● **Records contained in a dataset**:
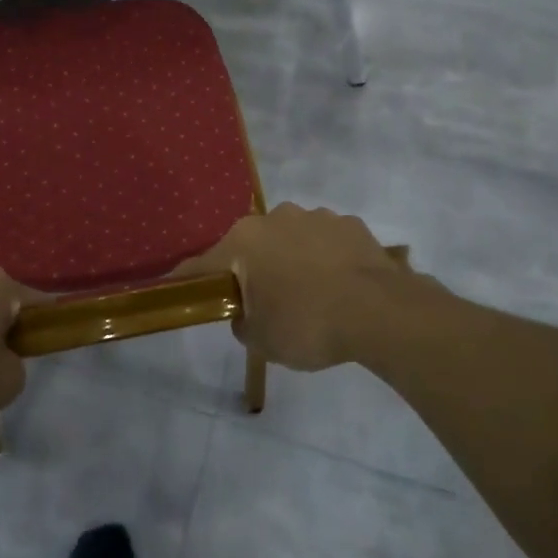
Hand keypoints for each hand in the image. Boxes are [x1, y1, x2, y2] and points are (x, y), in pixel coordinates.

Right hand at [177, 204, 413, 371]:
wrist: (381, 313)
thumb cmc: (307, 324)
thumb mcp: (261, 340)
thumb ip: (243, 324)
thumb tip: (246, 314)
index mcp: (244, 241)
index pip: (203, 264)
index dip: (188, 280)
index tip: (175, 287)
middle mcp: (275, 218)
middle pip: (251, 246)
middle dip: (251, 269)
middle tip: (261, 302)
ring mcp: (316, 217)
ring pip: (291, 239)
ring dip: (290, 260)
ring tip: (308, 295)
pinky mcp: (351, 225)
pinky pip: (326, 243)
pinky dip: (325, 259)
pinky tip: (337, 287)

● **Work instruction**: Look through the data and show every line containing "index".

● **Expected answer**:
index mcp: (244, 241)
index pip: (203, 264)
index dip: (188, 280)
index tip: (175, 287)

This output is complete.